Of some local interest... the above plans from the 1950s-1960s ... it was an idea hatched after Robert Moses didn't get his Lower Manhattan Expressway off the ground...

"[T]he Ford Foundation asked architect Paul Rudolph to envision an urban expressway that was better integrated into the city. Rudolph drew a futuristic city with soaring, Space Invader-esque residential towers around the Manhattan and Williamsburg Bridges. The highway would wind beneath a linear city, and modular housing units would be connected by a pod-like monorail system."

Apparently these plans weren't entirely serious, but entertaining nonetheless.

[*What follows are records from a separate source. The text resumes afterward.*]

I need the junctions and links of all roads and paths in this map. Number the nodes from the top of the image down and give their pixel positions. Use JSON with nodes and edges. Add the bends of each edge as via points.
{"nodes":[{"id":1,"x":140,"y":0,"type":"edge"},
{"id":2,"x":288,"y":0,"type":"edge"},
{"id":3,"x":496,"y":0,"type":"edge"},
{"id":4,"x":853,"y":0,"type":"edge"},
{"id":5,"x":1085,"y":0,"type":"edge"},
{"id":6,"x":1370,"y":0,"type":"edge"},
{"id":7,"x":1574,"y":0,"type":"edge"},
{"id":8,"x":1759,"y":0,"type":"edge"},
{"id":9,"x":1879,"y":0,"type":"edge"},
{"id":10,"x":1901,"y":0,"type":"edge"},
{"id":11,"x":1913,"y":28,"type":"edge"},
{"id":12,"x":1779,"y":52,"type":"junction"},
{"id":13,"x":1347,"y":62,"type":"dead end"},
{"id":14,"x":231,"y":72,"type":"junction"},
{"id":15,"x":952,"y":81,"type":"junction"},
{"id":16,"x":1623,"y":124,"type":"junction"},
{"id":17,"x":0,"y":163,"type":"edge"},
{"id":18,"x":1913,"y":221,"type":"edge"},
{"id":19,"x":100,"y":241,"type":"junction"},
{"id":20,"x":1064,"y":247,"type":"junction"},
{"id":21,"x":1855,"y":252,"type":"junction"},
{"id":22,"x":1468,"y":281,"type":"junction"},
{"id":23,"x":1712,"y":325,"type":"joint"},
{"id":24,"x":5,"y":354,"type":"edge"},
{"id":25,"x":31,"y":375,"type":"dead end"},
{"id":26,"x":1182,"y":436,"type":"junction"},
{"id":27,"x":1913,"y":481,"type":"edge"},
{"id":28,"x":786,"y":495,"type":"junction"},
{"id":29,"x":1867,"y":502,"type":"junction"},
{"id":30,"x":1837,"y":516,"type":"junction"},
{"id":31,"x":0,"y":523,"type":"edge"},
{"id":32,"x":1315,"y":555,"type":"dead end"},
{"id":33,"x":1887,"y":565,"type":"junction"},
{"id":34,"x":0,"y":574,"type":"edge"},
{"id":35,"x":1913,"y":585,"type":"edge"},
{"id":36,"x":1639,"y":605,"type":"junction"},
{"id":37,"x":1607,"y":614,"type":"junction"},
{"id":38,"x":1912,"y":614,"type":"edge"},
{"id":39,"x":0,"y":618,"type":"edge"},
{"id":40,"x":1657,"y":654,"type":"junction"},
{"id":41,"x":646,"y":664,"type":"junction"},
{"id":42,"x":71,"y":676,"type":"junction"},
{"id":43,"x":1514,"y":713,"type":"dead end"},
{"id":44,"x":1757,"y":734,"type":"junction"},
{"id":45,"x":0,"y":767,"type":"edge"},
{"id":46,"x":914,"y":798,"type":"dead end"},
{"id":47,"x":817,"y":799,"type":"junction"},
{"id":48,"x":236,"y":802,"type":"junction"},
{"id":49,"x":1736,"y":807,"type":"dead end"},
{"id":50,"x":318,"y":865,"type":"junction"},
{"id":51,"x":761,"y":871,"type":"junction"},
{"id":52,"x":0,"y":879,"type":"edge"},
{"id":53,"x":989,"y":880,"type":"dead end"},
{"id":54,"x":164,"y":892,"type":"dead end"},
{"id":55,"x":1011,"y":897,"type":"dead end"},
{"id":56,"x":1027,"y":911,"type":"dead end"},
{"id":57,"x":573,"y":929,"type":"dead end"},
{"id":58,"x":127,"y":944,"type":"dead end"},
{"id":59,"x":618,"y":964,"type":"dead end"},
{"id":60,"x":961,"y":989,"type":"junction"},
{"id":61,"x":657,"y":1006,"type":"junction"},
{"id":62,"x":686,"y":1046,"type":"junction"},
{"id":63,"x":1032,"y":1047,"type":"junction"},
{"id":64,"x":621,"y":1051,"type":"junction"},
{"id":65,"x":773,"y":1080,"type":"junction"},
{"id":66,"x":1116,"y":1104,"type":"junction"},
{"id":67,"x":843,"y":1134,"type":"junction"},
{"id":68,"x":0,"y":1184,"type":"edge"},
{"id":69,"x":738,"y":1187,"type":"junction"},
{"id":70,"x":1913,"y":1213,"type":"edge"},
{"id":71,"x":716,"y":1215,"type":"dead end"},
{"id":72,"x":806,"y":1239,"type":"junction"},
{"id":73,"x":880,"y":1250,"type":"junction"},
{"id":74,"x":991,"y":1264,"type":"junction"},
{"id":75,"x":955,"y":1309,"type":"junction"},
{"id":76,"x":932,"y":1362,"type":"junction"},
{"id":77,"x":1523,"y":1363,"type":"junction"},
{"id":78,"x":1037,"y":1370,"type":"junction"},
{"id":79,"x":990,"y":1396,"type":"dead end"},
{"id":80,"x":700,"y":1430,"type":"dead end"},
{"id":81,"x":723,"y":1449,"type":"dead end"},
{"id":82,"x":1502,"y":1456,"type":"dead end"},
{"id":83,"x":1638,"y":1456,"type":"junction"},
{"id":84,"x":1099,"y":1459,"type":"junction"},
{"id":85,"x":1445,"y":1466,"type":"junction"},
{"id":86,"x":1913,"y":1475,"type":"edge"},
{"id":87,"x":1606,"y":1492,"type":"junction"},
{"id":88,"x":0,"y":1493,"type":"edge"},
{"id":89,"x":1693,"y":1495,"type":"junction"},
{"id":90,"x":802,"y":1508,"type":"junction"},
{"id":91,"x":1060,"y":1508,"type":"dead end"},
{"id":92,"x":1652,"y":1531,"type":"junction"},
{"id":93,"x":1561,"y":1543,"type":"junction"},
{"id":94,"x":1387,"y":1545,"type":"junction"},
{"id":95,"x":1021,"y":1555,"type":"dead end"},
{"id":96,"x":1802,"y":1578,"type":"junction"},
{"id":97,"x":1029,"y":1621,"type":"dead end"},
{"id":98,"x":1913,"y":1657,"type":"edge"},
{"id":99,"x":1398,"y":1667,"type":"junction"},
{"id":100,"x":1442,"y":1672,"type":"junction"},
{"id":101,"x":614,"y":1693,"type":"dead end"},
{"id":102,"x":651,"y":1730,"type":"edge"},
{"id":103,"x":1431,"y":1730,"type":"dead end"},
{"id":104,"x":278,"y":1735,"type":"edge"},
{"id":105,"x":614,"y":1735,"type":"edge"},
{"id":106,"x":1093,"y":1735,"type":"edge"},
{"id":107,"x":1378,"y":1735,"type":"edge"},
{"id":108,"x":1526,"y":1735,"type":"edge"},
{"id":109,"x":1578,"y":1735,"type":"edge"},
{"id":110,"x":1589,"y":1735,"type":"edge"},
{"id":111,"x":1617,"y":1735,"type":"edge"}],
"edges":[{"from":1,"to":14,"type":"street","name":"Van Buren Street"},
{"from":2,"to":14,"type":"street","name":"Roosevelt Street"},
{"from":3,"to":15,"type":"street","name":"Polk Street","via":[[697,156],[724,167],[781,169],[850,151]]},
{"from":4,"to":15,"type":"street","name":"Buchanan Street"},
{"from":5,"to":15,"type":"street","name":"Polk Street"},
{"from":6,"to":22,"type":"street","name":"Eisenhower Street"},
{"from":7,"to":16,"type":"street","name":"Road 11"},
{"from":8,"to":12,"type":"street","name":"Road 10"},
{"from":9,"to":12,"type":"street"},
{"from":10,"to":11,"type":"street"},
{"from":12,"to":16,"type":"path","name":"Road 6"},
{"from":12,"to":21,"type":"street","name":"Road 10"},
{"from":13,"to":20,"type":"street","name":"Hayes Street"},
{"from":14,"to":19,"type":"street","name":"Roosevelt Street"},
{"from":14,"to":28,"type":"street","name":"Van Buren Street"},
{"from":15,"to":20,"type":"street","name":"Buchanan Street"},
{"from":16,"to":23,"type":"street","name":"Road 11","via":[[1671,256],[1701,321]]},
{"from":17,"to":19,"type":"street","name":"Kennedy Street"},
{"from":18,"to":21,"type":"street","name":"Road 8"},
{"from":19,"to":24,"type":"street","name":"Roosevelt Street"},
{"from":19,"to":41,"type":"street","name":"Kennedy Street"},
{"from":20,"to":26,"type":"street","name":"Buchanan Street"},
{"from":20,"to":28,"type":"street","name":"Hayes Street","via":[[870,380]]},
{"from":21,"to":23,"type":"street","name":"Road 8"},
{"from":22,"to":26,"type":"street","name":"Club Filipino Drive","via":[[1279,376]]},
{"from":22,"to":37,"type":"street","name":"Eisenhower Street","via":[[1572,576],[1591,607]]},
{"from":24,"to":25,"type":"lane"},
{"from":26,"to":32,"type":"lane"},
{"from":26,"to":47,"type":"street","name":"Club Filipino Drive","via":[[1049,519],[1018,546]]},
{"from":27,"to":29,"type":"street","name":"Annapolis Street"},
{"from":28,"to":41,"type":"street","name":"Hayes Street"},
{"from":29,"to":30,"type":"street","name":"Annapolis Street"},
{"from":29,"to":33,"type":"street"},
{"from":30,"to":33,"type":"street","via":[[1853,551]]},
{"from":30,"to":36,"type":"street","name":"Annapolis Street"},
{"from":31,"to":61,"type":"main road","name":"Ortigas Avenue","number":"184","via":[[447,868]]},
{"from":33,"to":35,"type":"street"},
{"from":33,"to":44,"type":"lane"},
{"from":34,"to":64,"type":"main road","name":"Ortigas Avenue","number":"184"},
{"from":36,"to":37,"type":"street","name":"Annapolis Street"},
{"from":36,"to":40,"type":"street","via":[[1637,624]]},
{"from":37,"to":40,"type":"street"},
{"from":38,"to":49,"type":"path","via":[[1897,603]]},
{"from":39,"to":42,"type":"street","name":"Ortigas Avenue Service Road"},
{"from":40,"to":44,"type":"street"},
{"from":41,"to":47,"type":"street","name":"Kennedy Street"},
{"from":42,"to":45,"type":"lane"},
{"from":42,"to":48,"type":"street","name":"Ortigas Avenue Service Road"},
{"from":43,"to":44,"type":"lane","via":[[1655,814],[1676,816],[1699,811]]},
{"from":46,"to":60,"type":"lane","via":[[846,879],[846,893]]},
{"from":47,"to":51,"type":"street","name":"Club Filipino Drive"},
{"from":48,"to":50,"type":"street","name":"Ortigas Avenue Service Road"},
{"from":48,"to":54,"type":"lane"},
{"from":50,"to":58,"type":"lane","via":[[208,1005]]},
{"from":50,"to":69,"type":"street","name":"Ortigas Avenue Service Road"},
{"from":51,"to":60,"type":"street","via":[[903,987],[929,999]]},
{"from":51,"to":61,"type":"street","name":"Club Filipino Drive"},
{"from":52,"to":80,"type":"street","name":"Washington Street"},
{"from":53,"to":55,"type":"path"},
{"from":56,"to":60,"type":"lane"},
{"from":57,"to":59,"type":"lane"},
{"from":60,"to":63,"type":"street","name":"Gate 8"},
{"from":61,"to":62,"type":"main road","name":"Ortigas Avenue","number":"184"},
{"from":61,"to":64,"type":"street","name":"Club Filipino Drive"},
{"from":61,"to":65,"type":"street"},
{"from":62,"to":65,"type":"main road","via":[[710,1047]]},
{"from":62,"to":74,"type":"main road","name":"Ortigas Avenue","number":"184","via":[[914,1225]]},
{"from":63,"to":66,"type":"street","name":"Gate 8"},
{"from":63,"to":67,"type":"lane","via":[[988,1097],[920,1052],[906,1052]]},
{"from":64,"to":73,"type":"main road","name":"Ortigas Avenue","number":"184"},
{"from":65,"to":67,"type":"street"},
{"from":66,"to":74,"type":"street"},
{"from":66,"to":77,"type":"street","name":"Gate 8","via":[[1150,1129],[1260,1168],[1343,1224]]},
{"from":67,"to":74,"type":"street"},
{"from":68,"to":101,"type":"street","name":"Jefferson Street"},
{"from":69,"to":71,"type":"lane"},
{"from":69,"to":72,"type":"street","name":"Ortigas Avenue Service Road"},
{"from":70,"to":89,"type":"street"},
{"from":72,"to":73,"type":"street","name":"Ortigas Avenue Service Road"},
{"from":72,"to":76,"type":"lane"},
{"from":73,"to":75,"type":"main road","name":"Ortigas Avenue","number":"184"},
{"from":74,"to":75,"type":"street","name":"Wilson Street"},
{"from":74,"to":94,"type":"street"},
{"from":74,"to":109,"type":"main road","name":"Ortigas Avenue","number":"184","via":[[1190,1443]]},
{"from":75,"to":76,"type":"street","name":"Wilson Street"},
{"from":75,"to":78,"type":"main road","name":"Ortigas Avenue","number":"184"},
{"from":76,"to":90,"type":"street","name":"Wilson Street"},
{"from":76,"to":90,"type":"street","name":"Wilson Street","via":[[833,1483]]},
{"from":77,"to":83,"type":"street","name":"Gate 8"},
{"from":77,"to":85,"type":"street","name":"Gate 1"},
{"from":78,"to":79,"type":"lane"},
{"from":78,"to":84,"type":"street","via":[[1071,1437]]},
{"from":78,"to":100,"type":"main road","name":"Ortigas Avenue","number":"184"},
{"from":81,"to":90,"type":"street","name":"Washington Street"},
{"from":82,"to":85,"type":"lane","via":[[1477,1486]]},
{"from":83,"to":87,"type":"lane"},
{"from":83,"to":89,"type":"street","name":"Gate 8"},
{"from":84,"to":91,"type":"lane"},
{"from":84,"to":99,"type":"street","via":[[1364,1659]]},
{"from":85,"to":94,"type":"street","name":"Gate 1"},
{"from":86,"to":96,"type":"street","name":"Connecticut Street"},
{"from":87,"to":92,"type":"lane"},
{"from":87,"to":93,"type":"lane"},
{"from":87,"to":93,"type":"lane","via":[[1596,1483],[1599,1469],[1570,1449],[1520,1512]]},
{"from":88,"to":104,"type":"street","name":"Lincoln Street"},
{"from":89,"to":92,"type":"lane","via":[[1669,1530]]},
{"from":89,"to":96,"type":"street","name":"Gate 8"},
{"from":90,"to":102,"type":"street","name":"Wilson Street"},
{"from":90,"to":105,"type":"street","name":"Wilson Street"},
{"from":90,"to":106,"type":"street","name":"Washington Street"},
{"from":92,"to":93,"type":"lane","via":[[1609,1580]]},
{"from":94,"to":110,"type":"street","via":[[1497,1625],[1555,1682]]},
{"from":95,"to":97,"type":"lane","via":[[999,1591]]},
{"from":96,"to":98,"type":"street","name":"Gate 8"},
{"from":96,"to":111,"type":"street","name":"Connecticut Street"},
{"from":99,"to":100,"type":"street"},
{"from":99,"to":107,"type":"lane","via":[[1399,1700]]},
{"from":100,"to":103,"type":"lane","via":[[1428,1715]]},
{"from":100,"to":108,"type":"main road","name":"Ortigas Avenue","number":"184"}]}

Sort of like the renderings for the Domino Sugar Factory.


[Via Curbed]

6 comments:

Gojira said...

Too bad. Those renderings look a hell of a lot more abstract and thoughtful (even vaguely Blade Runner-ish) than the generic boxy crap that will be replacing Domino's.

Anonymous said...

Whoa, those are gorgeous. Can we build those and Gaudi's art deco rocketship skyscraper, too?

Anonymous said...

:Looks like the buildings are saying "HELP".

sinestra said...

What a cool rendering. The bottom one is so heinous, I can't bear to look at it too long. Maybe another hurricane will wipe them out before anyone moves in.

rob said...

I prefer the old Havemeyer sugar factory, but I like the bottom pic. Better than the nondescript towers they built in Williamsburg on the waterfront.

sinestra said...

Is it a joke that the bottom one seems to spell S-H-O-P?